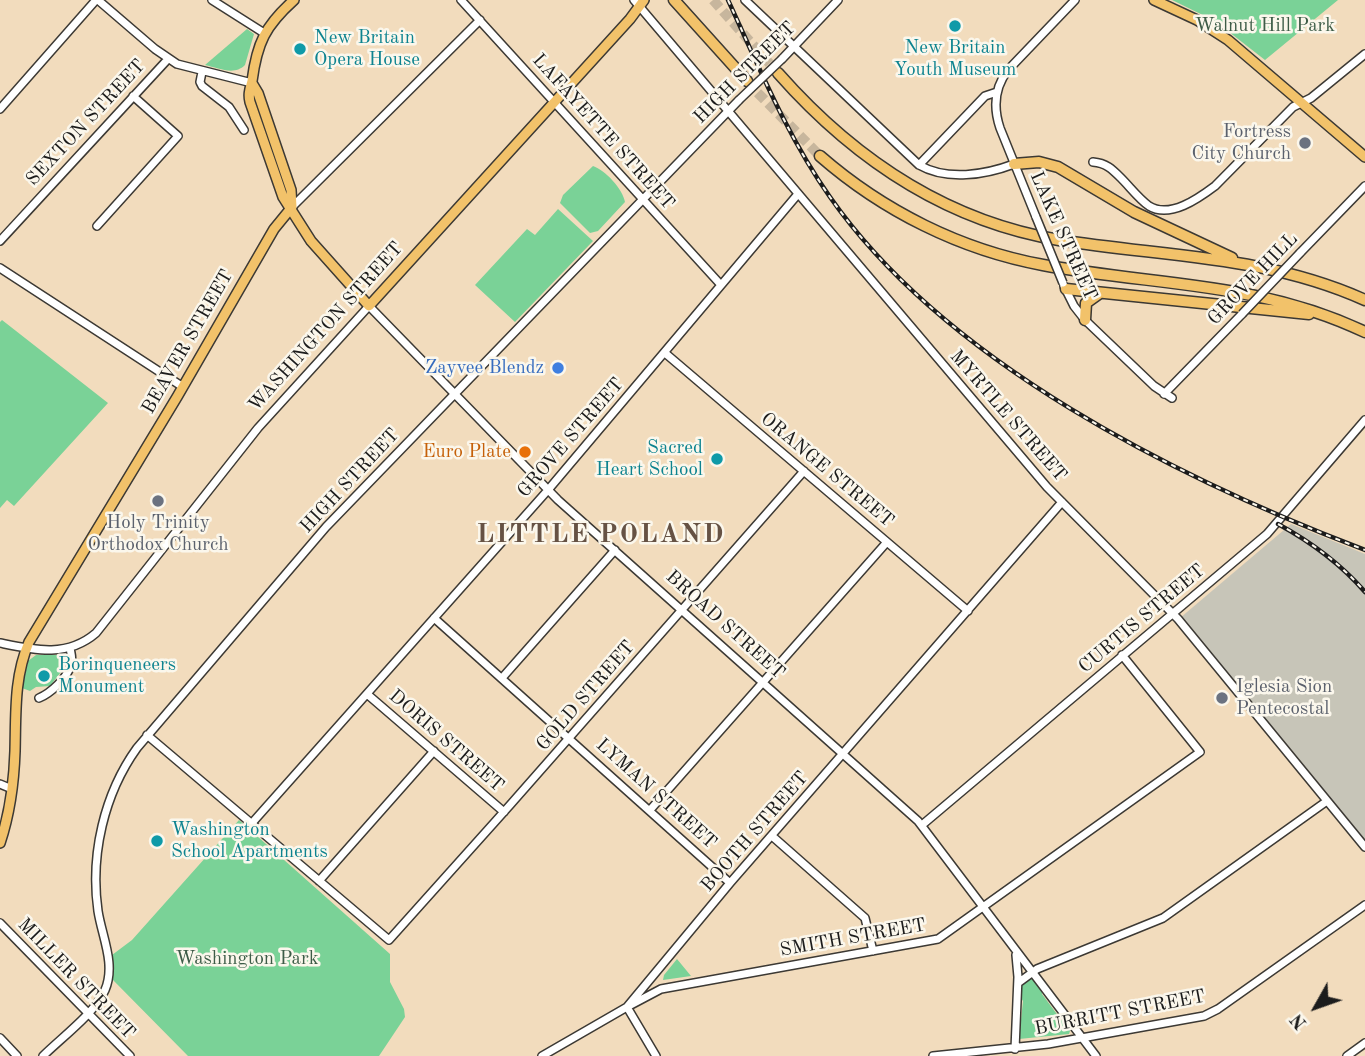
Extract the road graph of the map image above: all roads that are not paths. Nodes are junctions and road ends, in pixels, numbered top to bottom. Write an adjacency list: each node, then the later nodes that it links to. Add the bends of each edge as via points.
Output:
1 (97, 0): 15 (street); 24 (street)
2 (212, 0): 12 (street)
3 (294, 0): 12 (main road)
4 (461, 0): 11 (street, LAFAYETTE STREET)
5 (674, 0): 18 (highway)
6 (745, 0): 13 (street)
7 (838, 0): 13 (street, HIGH STREET)
8 (1075, 0): 20 (street, via 1006,72)
9 (1154, 0): 23 (main road, via 1224,38)
10 (640, 2): 22 (main road, WASHINGTON STREET, via 631,19); 25 (street, MYRTLE STREET)
11 (480, 20): 22 (street, LAFAYETTE STREET); 35 (street, BEAVER STREET)
12 (264, 33): 19 (main road, BROAD STREET)
13 (793, 47): 25 (street, HIGH STREET, bridge); 31 (street)
14 (1365, 54): 23 (street)
15 (168, 59): 16 (street); 21 (street, SEXTON STREET)
16 (202, 72): 19 (street); 26 (street, via 202,86 229,107)
17 (778, 74): 38 (highway, via 869,160 964,213 1058,240)
18 (747, 82)
19 (251, 83): 35 (main road, BROAD STREET, via 248,95 254,117 281,192)
20 (997, 92): 30 (street, LAKE STREET, via 997,120); 31 (street, via 985,96)
21 (132, 96): 36 (street, via 178,136); 37 (street, SEXTON STREET)
22 (555, 102): 34 (street, LAFAYETTE STREET); 44 (main road, WASHINGTON STREET)
23 (1301, 102): 28 (main road); 29 (street, via 1202,196 1174,209 1150,206 1111,168)
24 (0, 108)
25 (728, 111): 33 (street, MYRTLE STREET); 34 (street, HIGH STREET)
26 (244, 130)
27 (820, 156): 45 (highway, via 890,207 987,251 1059,268 1247,293)
28 (1365, 158)
29 (1093, 162)
30 (1014, 164): 31 (street, via 952,175); 38 (highway, via 1039,162 1058,167 1134,212); 41 (street, LAKE STREET, bridge)
31 (919, 165)
32 (1365, 186): 51 (street, GROVE HILL, bridge)
33 (798, 194): 40 (street, GROVE STREET); 55 (street, MYRTLE STREET)
34 (643, 199): 40 (street, LAFAYETTE STREET); 50 (street, HIGH STREET)
35 (292, 207): 44 (main road, BROAD STREET, via 314,244); 49 (main road, BEAVER STREET, via 274,229)
36 (97, 226)
37 (0, 241)
38 (1238, 262): 43 (highway, via 1303,277)
39 (0, 268): 49 (street)
40 (722, 285): 48 (street, GROVE STREET)
41 (1064, 286): 42 (highway); 46 (street, LAKE STREET)
42 (1101, 292): 45 (highway); 46 (highway, via 1087,302)
43 (1365, 300)
44 (369, 306): 50 (street, BROAD STREET); 63 (street, WASHINGTON STREET, via 258,428 106,623)
45 (1332, 317): 47 (highway)
46 (1084, 320): 51 (street, LAKE STREET)
47 (1365, 332)
48 (665, 353): 53 (street, ORANGE STREET); 54 (street, GROVE STREET)
49 (183, 387): 64 (main road, BEAVER STREET)
50 (454, 394): 54 (street, BROAD STREET); 70 (street, HIGH STREET, via 326,527)
51 (1168, 396)
52 (1365, 421): 60 (street, CURTIS STREET, via 1278,524)
53 (804, 471): 56 (street, ORANGE STREET); 59 (street, GOLD STREET)
54 (548, 490): 57 (street, BROAD STREET); 61 (street, GROVE STREET)
55 (1062, 502): 58 (street, BOOTH STREET); 60 (street, MYRTLE STREET)
56 (887, 542): 58 (street, ORANGE STREET); 67 (street)
57 (615, 551): 59 (street, BROAD STREET); 66 (street)
58 (971, 609): 73 (street, BOOTH STREET)
59 (682, 611): 67 (street, BROAD STREET); 71 (street, GOLD STREET)
60 (1173, 614): 65 (street, CURTIS STREET); 76 (street, MYRTLE STREET)
61 (434, 618): 66 (street, LYMAN STREET); 68 (street, GROVE STREET)
62 (0, 643): 64 (street, WASHINGTON STREET)
63 (70, 648): 64 (street, WASHINGTON STREET); 69 (street, via 70,669 50,692)
64 (26, 649): 75 (main road, BEAVER STREET, via 17,688)
65 (1122, 655): 80 (street, CURTIS STREET); 87 (street, SMITH STREET, via 1199,752)
66 (502, 678): 71 (street, LYMAN STREET)
67 (762, 682): 73 (street, BROAD STREET); 77 (street)
68 (367, 694): 72 (street, DORIS STREET); 79 (street, GROVE STREET)
69 (38, 698)
70 (147, 735): 79 (street); 94 (street, HIGH STREET, via 120,776 102,826 96,884 109,974 103,994)
71 (570, 737): 77 (street, LYMAN STREET); 78 (street, GOLD STREET)
72 (434, 751): 78 (street, DORIS STREET); 84 (street)
73 (843, 754): 80 (street, BROAD STREET); 81 (street, BOOTH STREET)
74 (0, 783): 75 (street)
75 (12, 789): 82 (main road, BEAVER STREET)
76 (1327, 801): 83 (street, MYRTLE STREET); 91 (street, via 1160,920)
77 (650, 810): 85 (street, LYMAN STREET)
78 (504, 813): 84 (street, GOLD STREET, via 389,940)
79 (252, 823): 84 (street)
80 (922, 825): 87 (street, BROAD STREET)
81 (772, 836): 85 (street, BOOTH STREET); 89 (street, via 865,918)
82 (0, 843)
83 (1365, 847)
84 (319, 881)
85 (730, 883): 93 (street, BOOTH STREET)
86 (1365, 905): 96 (street, BURRITT STREET, via 1212,1013)
87 (983, 907): 89 (street, SMITH STREET, via 939,939); 90 (street, BROAD STREET)
88 (0, 923): 94 (street, MILLER STREET)
89 (873, 951): 93 (street, SMITH STREET, via 661,989)
90 (1015, 951): 91 (street, BROAD STREET); 92 (street)
91 (1032, 972): 92 (street); 96 (street, BROAD STREET)
92 (1018, 983): 98 (street)
93 (627, 1007): 104 (street, BOOTH STREET); 105 (street)
94 (88, 1012): 102 (street, HIGH STREET); 103 (street, MILLER STREET)
95 (0, 1038): 101 (street)
96 (1082, 1038): 98 (street, BURRITT STREET); 107 (street, BROAD STREET)
97 (1365, 1043): 108 (street)
98 (1015, 1049): 99 (street, BURRITT STREET)
99 (1005, 1053): 100 (street, BURRITT STREET)
100 (956, 1055): 106 (street, BURRITT STREET)
101 (17, 1056)
102 (43, 1056)
103 (130, 1056)
104 (542, 1056)
105 (656, 1056)
106 (933, 1056)
107 (1096, 1056)
108 (1347, 1056)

# # # # # # #

WHAT THE TASK REQUIRES: Copy out all lines of the material above in which "SEXTON" occurs.

THE ANSWER:
15 (168, 59): 16 (street); 21 (street, SEXTON STREET)
21 (132, 96): 36 (street, via 178,136); 37 (street, SEXTON STREET)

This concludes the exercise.